1. Important economists and economic commentators were bribed, one way or another, into bad-mouthing gold, that “barbarous relic” as defined by John Maynard Keynes, the great apostle of paper money, inflation and the “in the long run we are all dead” point of view.

3. The WCBs agreed, behind the scenes, to sell gold from their reserves in such doses as the market required, in order to squelch any rising trend and keep gold in an unattractive situation for investors. (How they did that is a long and complicated story, but that’s the simple description of the strategy.)

The first sign that something was not going well with the control of the price of gold, was the first Washington Agreement signed by various European Central Banks in 1999. Under this Agreement their sales would be limited during the next five years. This was a very important signal because it let the world know that these Central Banks in Europe did not wish to continue throwing unlimited quantities of gold on the market, to keep the price down.

From that moment, the price of gold began to rise.

In the gold market, to keep a price at a given level, all the gold that finds buyers at that price, must be supplied immediately. Otherwise, the price will rise until the amount offered is rationed among those willing to pay a higher price.

Today, there is not enough gold offered for sale to satisfy demand for gold at $550 dollars an ounce. Gigantic quantities of paper money and magnetic money all over the world are seeking a safe haven in all sorts of tangible and valuable goods, a place where the purchasing power of this money will be protected against the depreciation of fiat. The WBCs today either cannot or do not wish to let go of gold in quantities sufficient to keep the price of gold in check.

The public and big investors in the Western World are hardly aware of what is going on in the gold market. When a handful of investors with a few billions of dollars in spendable funds take notice – which may happen any day now – then gold will have to rise to prices we can hardly imagine today.

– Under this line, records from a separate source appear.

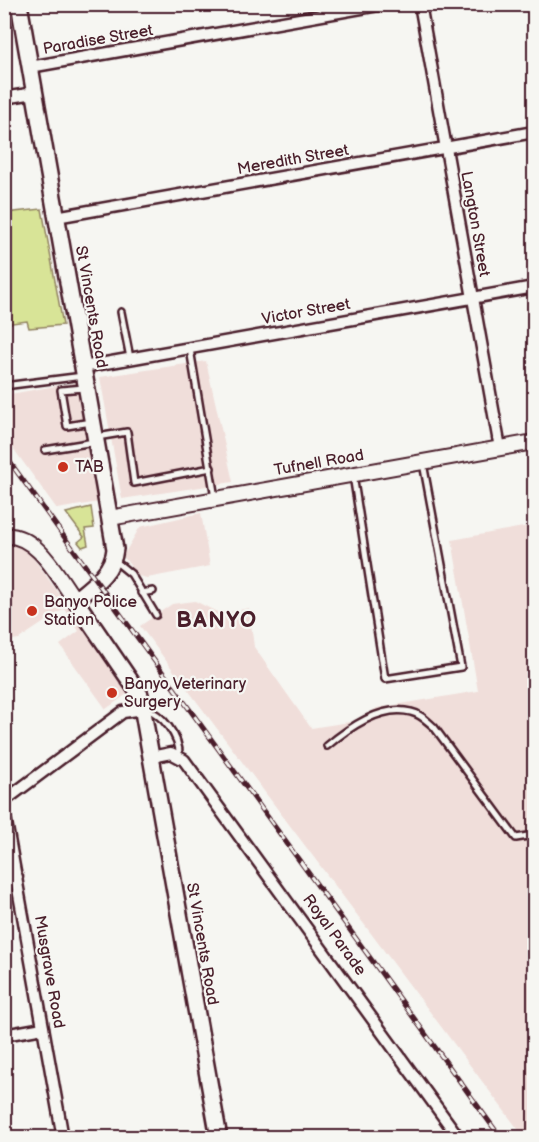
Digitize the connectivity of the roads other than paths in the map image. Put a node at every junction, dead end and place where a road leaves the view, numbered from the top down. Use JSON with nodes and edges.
{"nodes":[{"id":1,"x":19,"y":4,"type":"edge"},
{"id":2,"x":384,"y":4,"type":"edge"},
{"id":3,"x":420,"y":4,"type":"edge"},
{"id":4,"x":30,"y":66,"type":"junction"},
{"id":5,"x":34,"y":93,"type":"junction"},
{"id":6,"x":4,"y":98,"type":"edge"},
{"id":7,"x":534,"y":132,"type":"edge"},
{"id":8,"x":447,"y":148,"type":"junction"},
{"id":9,"x":56,"y":217,"type":"junction"},
{"id":10,"x":534,"y":287,"type":"edge"},
{"id":11,"x":473,"y":298,"type":"junction"},
{"id":12,"x":121,"y":312,"type":"dead end"},
{"id":13,"x":190,"y":348,"type":"junction"},
{"id":14,"x":130,"y":358,"type":"junction"},
{"id":15,"x":85,"y":377,"type":"junction"},
{"id":16,"x":4,"y":386,"type":"edge"},
{"id":17,"x":95,"y":434,"type":"junction"},
{"id":18,"x":534,"y":442,"type":"edge"},
{"id":19,"x":500,"y":448,"type":"junction"},
{"id":20,"x":45,"y":450,"type":"dead end"},
{"id":21,"x":422,"y":461,"type":"junction"},
{"id":22,"x":211,"y":468,"type":"junction"},
{"id":23,"x":353,"y":474,"type":"junction"},
{"id":24,"x":215,"y":498,"type":"junction"},
{"id":25,"x":110,"y":518,"type":"junction"},
{"id":26,"x":4,"y":536,"type":"edge"},
{"id":27,"x":113,"y":560,"type":"junction"},
{"id":28,"x":153,"y":591,"type":"dead end"},
{"id":29,"x":141,"y":593,"type":"junction"},
{"id":30,"x":75,"y":600,"type":"junction"},
{"id":31,"x":156,"y":615,"type":"dead end"},
{"id":32,"x":144,"y":709,"type":"junction"},
{"id":33,"x":327,"y":746,"type":"dead end"},
{"id":34,"x":179,"y":755,"type":"junction"},
{"id":35,"x":151,"y":757,"type":"junction"},
{"id":36,"x":4,"y":801,"type":"edge"},
{"id":37,"x":4,"y":811,"type":"edge"},
{"id":38,"x":534,"y":835,"type":"edge"},
{"id":39,"x":17,"y":877,"type":"junction"},
{"id":40,"x":4,"y":880,"type":"edge"},
{"id":41,"x":43,"y":1028,"type":"junction"},
{"id":42,"x":4,"y":1035,"type":"edge"},
{"id":43,"x":453,"y":1136,"type":"edge"},
{"id":44,"x":63,"y":1137,"type":"edge"},
{"id":45,"x":219,"y":1137,"type":"edge"}],
"edges":[{"from":1,"to":4,"type":"main road","name":"St Vincents Road"},
{"from":2,"to":4,"type":"street","name":"Paradise Street"},
{"from":3,"to":8,"type":"street","name":"Langton Street"},
{"from":4,"to":5,"type":"main road","name":"St Vincents Road"},
{"from":5,"to":6,"type":"street"},
{"from":5,"to":9,"type":"main road","name":"St Vincents Road"},
{"from":7,"to":8,"type":"street","name":"Meredith Street"},
{"from":8,"to":9,"type":"street","name":"Meredith Street"},
{"from":8,"to":11,"type":"street","name":"Langton Street"},
{"from":9,"to":15,"type":"main road","name":"St Vincents Road"},
{"from":10,"to":11,"type":"street","name":"Victor Street"},
{"from":11,"to":13,"type":"street","name":"Victor Street"},
{"from":11,"to":19,"type":"street","name":"Langton Street"},
{"from":12,"to":14,"type":"lane"},
{"from":13,"to":14,"type":"street","name":"Victor Street"},
{"from":13,"to":22,"type":"lane"},
{"from":14,"to":15,"type":"street","name":"Victor Street"},
{"from":15,"to":16,"type":"lane"},
{"from":15,"to":17,"type":"main road","name":"St Vincents Road"},
{"from":15,"to":17,"type":"lane"},
{"from":17,"to":20,"type":"lane"},
{"from":17,"to":22,"type":"lane"},
{"from":17,"to":25,"type":"main road","name":"St Vincents Road"},
{"from":18,"to":19,"type":"street","name":"Tufnell Road"},
{"from":19,"to":21,"type":"street","name":"Tufnell Road"},
{"from":21,"to":23,"type":"street","name":"Tufnell Road"},
{"from":21,"to":23,"type":"lane"},
{"from":22,"to":24,"type":"lane"},
{"from":23,"to":24,"type":"street","name":"Tufnell Road"},
{"from":24,"to":25,"type":"street","name":"Tufnell Road"},
{"from":25,"to":27,"type":"main road","name":"St Vincents Road"},
{"from":26,"to":30,"type":"street"},
{"from":27,"to":29,"type":"lane"},
{"from":27,"to":30,"type":"main road"},
{"from":28,"to":29,"type":"lane"},
{"from":29,"to":31,"type":"lane"},
{"from":30,"to":32,"type":"main road"},
{"from":32,"to":34,"type":"lane","name":"Royal Parade"},
{"from":32,"to":35,"type":"main road"},
{"from":32,"to":36,"type":"street"},
{"from":33,"to":38,"type":"lane"},
{"from":34,"to":35,"type":"street"},
{"from":34,"to":43,"type":"street","name":"Royal Parade"},
{"from":35,"to":45,"type":"main road","name":"St Vincents Road"},
{"from":37,"to":39,"type":"street","name":"Musgrave Road"},
{"from":39,"to":40,"type":"street"},
{"from":39,"to":41,"type":"street","name":"Musgrave Road"},
{"from":41,"to":42,"type":"street"},
{"from":41,"to":44,"type":"street","name":"Musgrave Road"}]}
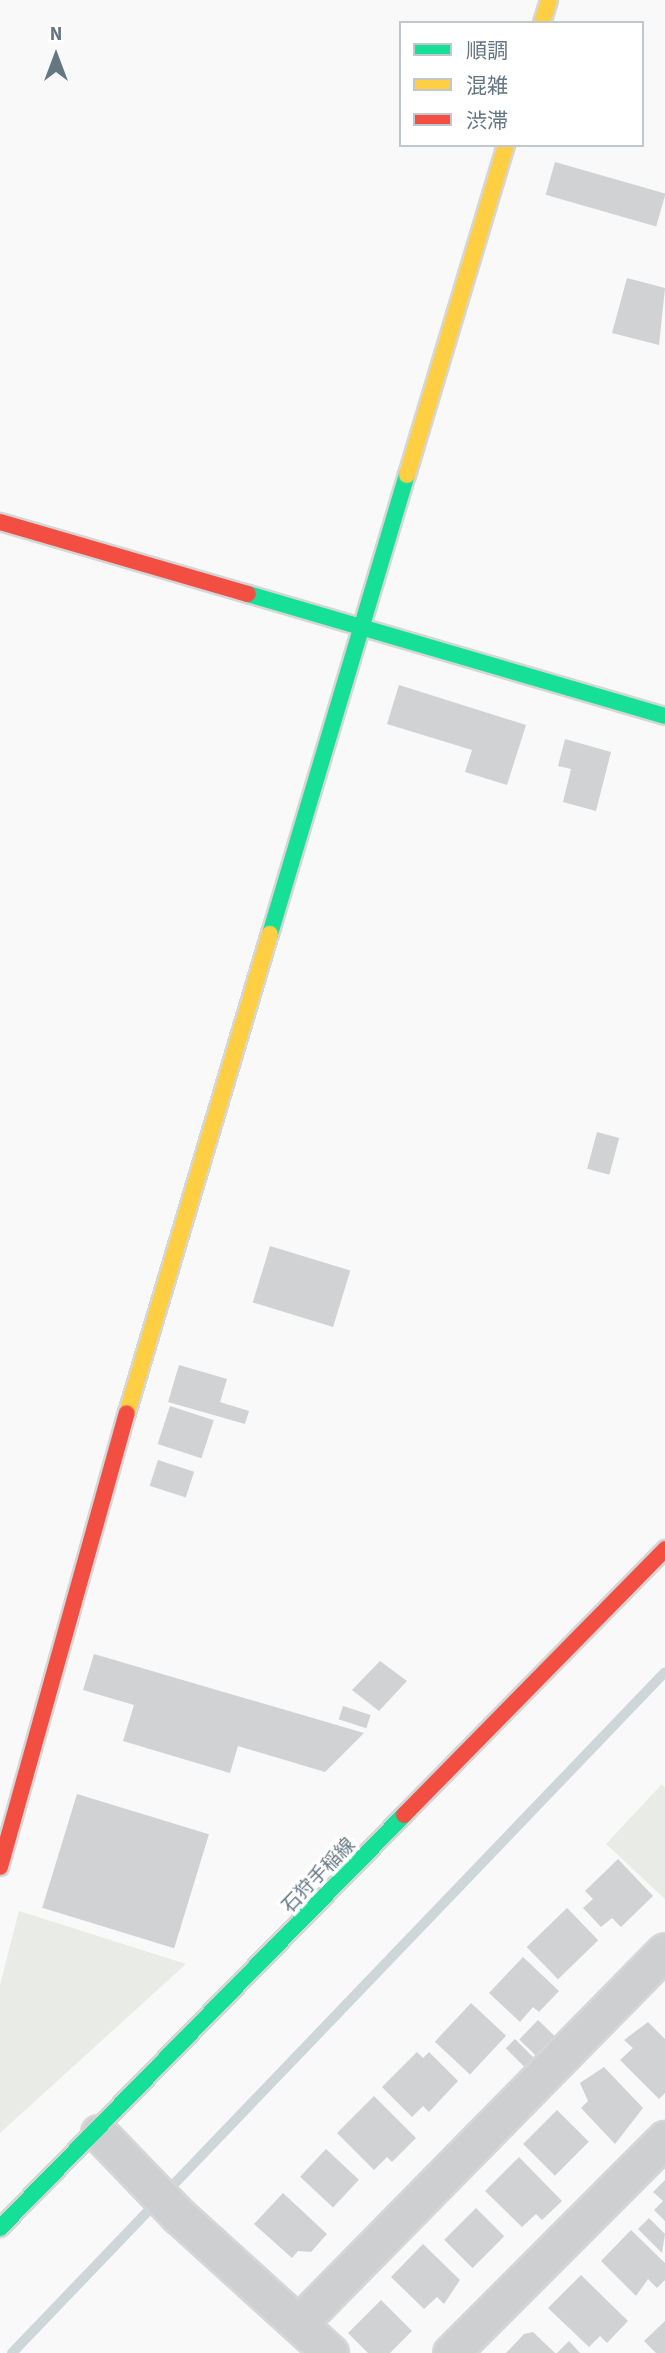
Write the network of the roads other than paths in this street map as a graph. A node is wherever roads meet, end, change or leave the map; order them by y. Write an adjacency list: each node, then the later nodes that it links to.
1 (549, 0): 2 (street)
2 (543, 21)
3 (505, 147): 5 (street)
4 (0, 522): 5 (street)
5 (366, 627): 6 (street); 8 (street)
6 (665, 716)
7 (665, 1549): 10 (street, 石狩手稲線)
8 (0, 1867)
9 (665, 1951): 13 (street)
10 (99, 2133): 12 (street, 石狩手稲線); 13 (street)
11 (665, 2139): 15 (street)
12 (0, 2228)
13 (300, 2322): 14 (street)
14 (330, 2353)
15 (451, 2353)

We are about to see a “bank run” on the WCBs.

Down here in Mexico, we know what a “bank run” on our Central Bank means.

“We’ve seen that movie before”. First the CB says that its reserves of dollars are more than adequate; it assures us that foreign investment will continue flowing into the country in abundance; it argues that “a devaluation would not be helpful in any way”. Finally, one fine afternoon the CB announces that next day, the market will determine the new quote for the dollar and - Lo and Behold! - we have what could not possibly happen: a devaluation.

The “bank run” on the WCBs is similar, except that what is running short is gold and not dollar reserves, of which the WCBs have mountains.

Gold on sale, cheap, is over! It’s over, either because the WCBs are running low on gold, or because they do not wish to sell what remains in their vaults. (According to some respected detectives in this matter, the WCBs do not have anything close to the 31,000 tonnes of gold they report, for that amount includes gold “leased” in prior years – still carried on the books, though long gone – and that “leased” gold will never be recovered. Probably, the WCBs have at the most 20,000 tonnes, perhaps only 16,000 tonnes, and that might be the reason they do not wish to sell more.)

Another reason for not selling, is that there is no longer unanimity amongst the WCBs about getting rid of gold; some CBs have said that they want to – Heaven Forbid! – increase their gold reserves. The selling CBs have second thoughts: “Why sell, if our gold is simply going to Russia’s or China’s vaults?”

Gold has defeated the WCBs! The nightmare of electronic money for humanity from now till doomsday is turning out to be a farce; the scam of fiat money we have lived in since the 30’s will soon be clear for all to see. In terms of fiat money, any number for a price of gold is imaginable.